William Merritt Chase: Spring Flowers (Peonies), pastel on paper, prepared with a tan ground and wrapped with canvas around a wooden strainer, 1219x1219 mm, c. 1889 (Chicago, Terra Foundation for American Art, Daniel J. Terra Collection, Ascension ID: 1999.32); photo credit: Terra Foundation for American Art, Chicago/Art Resource, NY   Judy Chicago: The Dinner Party, mixed media, 1979 (Brooklyn Museum); © Judy Chicago, 1979/Elizabeth A. Sackler Center for Feminist Art, Collection of the Brooklyn Museum of Art/Photograph by Donald Woodman   Willie Cole: Domestic ID IV, steam iron scorch and pencil on paper, mounted in recycled wooden window frame, composition (including frame), 889x813x35 mm, 1994 (New York: The Museum of Modern Art); Digital Image © The Museum of Modern Art/ Licensed by SCALA/Art Resource, NY/Courtesy of Alexander and Bonin  


In this season’s update, Grove Art Online presents 118 new and revised articles on American art and architecture.

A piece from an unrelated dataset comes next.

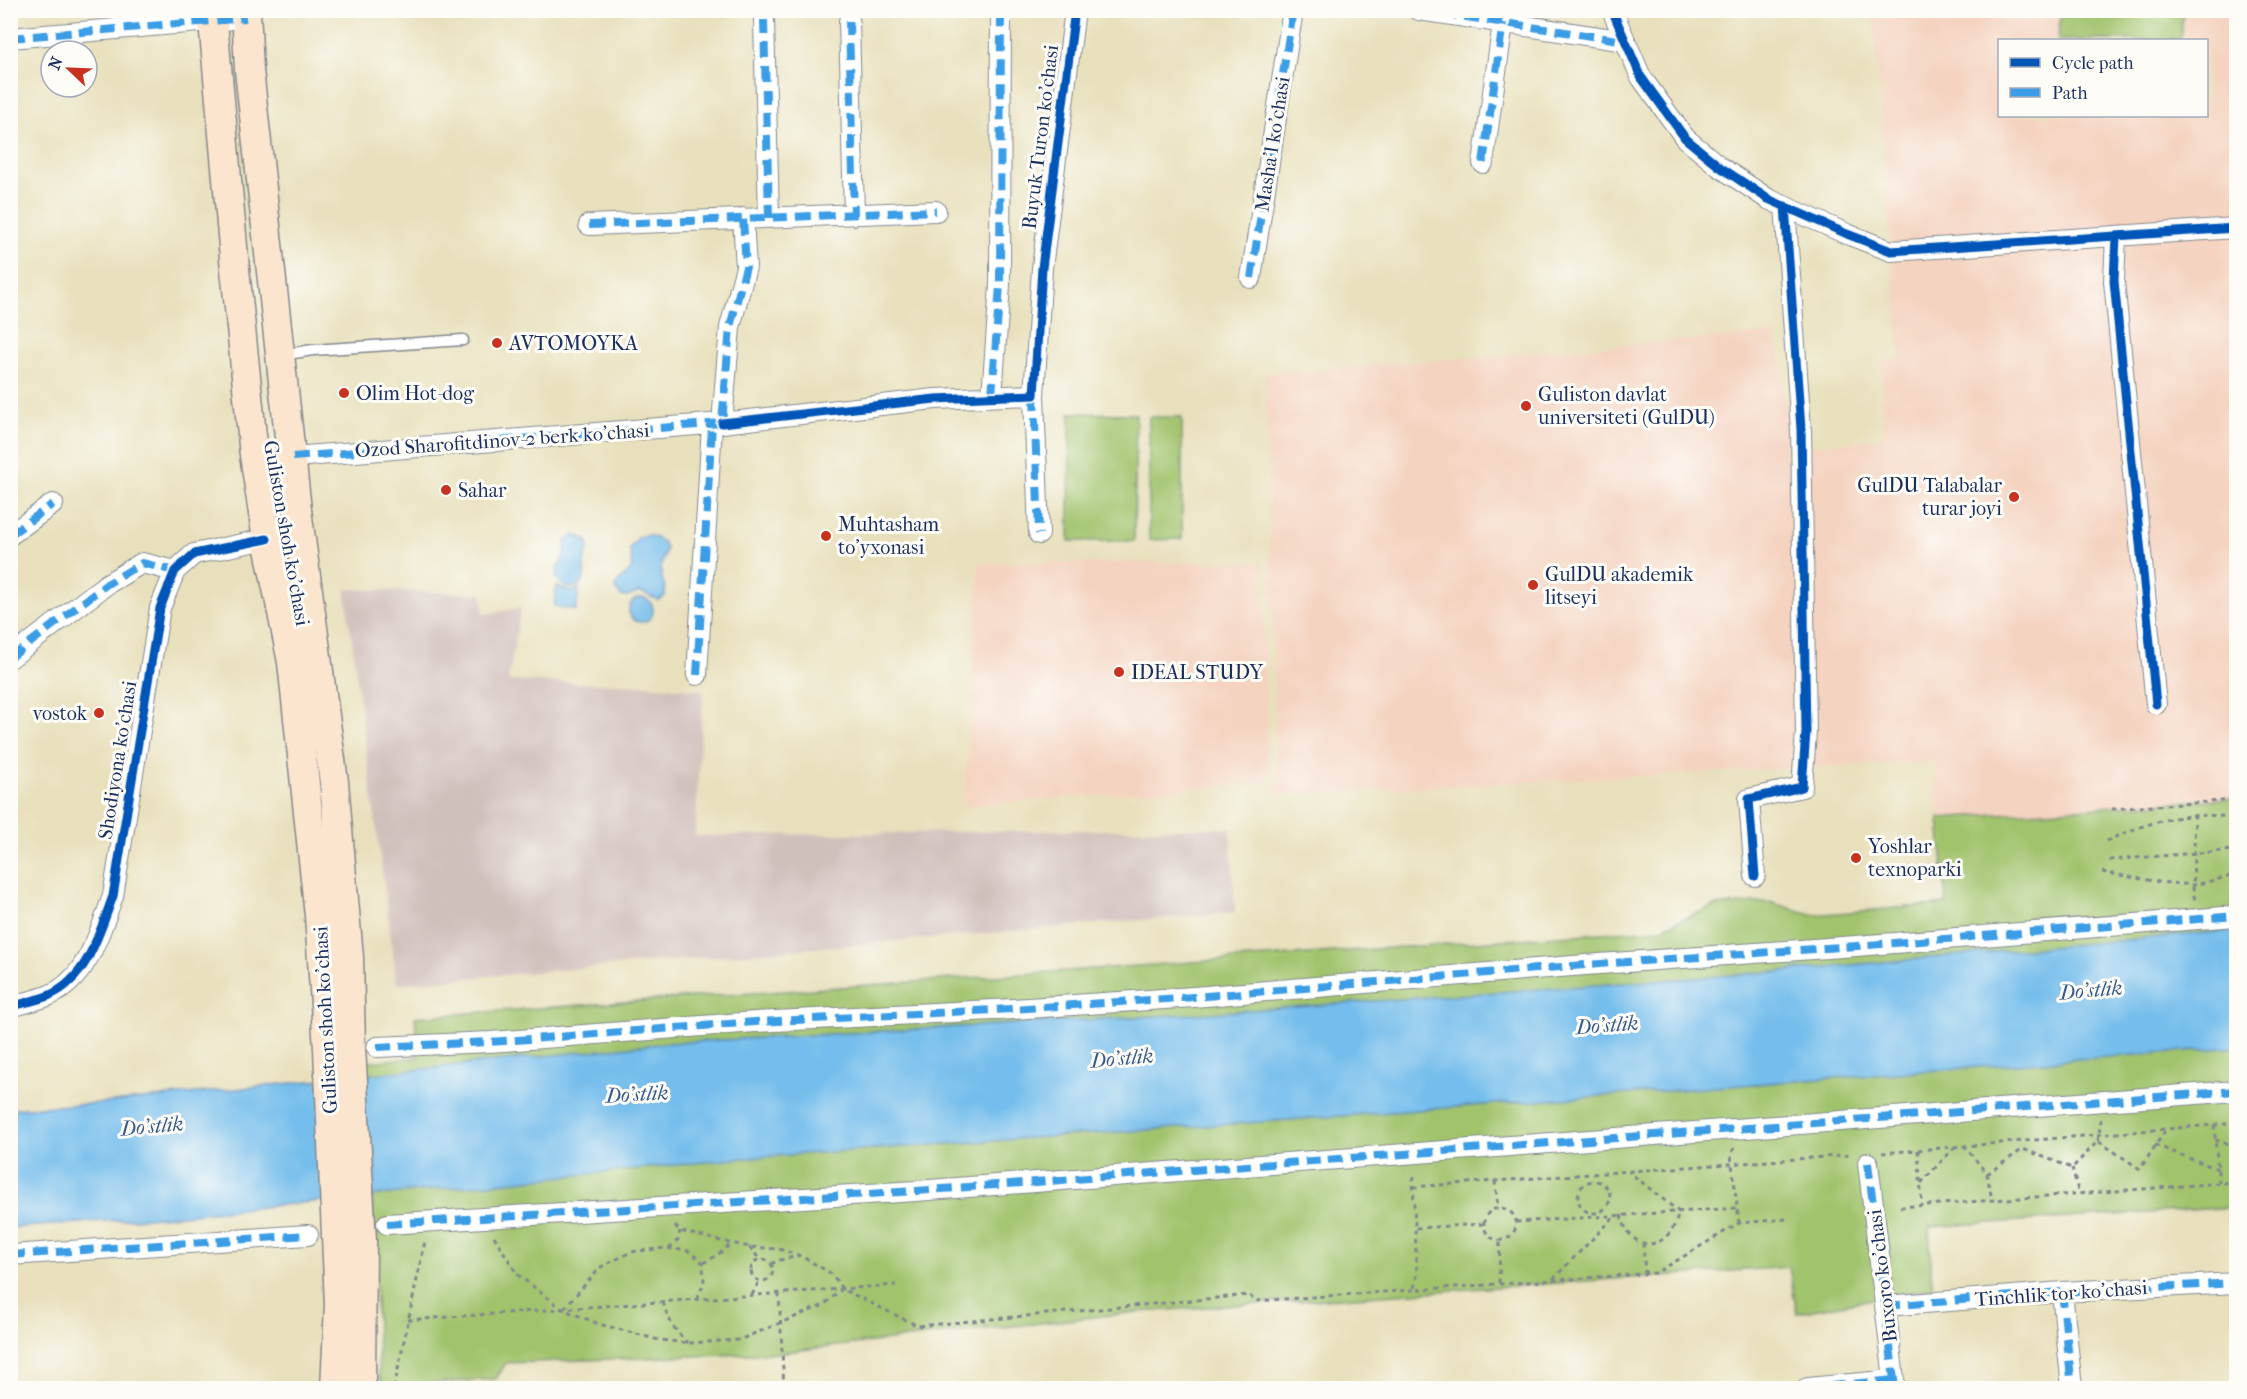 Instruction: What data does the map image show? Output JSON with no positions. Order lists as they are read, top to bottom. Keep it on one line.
{"streets":{"main road":["Guliston shoh ko'chasi"],"street":["Buyuk Turon ko'chasi","Masha'l ko'chasi","Ozod Sharofitdinov-2 berk ko'chasi","Shodiyona ko'chasi","Buxoro ko'chasi","Tinchlik tor ko'chasi"]},"crossings":[["Buyuk Turon ko'chasi","Ozod Sharofitdinov-2 berk ko'chasi"],["Ozod Sharofitdinov-2 berk ko'chasi","Guliston shoh ko'chasi"],["Buxoro ko'chasi","Tinchlik tor ko'chasi"]],"water":["Do'stlik"],"places":["AVTOMOYKA","Olim Hot-dog","Guliston davlat universiteti (GulDU)","Sahar","GulDU Talabalar turar joyi","Muhtasham to'yxonasi","GulDU akademik litseyi","IDEAL STUDY","vostok","Yoshlar texnoparki"],"legend":["Cycle path","Path"],"north":"top left"}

Many new and updated entries added to Grove in the past two years originated with the development of the Grove Encyclopedia of American Art, a project edited by Joan Marter and released in 2011. This project updated and expanded Grove’s coverage of American art and architecture, spanning the Pre-Columbian era to the colonial period to the 21st century.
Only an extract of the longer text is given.